ABOUT THIS TASK: Within the entries that follow, show each line where the word "bridge" occurs.

*** DATA EXCERPTS ***

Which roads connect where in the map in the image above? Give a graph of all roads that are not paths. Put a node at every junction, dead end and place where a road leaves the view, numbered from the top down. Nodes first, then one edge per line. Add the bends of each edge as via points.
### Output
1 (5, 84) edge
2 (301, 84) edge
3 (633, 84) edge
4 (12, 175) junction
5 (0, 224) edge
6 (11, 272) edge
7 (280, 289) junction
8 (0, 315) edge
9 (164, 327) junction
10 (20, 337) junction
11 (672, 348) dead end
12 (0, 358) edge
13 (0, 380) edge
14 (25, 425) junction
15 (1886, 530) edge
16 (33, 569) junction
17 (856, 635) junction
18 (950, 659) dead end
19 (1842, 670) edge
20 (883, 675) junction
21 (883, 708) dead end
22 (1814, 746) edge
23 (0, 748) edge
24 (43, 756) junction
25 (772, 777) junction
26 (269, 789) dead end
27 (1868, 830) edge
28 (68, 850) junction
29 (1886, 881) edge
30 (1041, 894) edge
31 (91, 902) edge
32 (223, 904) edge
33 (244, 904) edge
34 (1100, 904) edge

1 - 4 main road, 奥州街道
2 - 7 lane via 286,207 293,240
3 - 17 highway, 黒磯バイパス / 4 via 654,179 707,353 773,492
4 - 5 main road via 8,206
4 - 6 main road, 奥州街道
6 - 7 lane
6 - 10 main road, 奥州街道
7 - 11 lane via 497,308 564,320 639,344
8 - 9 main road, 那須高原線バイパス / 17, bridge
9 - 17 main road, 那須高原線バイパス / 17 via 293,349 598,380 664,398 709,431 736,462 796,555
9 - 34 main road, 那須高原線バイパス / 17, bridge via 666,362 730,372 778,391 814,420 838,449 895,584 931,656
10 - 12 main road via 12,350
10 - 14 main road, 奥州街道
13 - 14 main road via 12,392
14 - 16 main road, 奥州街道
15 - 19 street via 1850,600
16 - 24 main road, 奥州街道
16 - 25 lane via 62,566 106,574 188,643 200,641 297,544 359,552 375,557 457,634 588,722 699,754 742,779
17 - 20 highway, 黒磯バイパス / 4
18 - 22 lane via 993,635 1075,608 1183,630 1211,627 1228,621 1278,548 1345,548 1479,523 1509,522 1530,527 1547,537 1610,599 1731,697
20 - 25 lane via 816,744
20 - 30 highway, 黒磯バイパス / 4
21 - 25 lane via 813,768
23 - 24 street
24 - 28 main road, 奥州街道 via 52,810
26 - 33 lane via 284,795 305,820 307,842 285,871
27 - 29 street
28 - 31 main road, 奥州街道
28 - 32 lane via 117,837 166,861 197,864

*** End of DATA EXCERPTS ***

RESPONSE AREA:
8 - 9 main road, 那須高原線バイパス / 17, bridge
9 - 34 main road, 那須高原線バイパス / 17, bridge via 666,362 730,372 778,391 814,420 838,449 895,584 931,656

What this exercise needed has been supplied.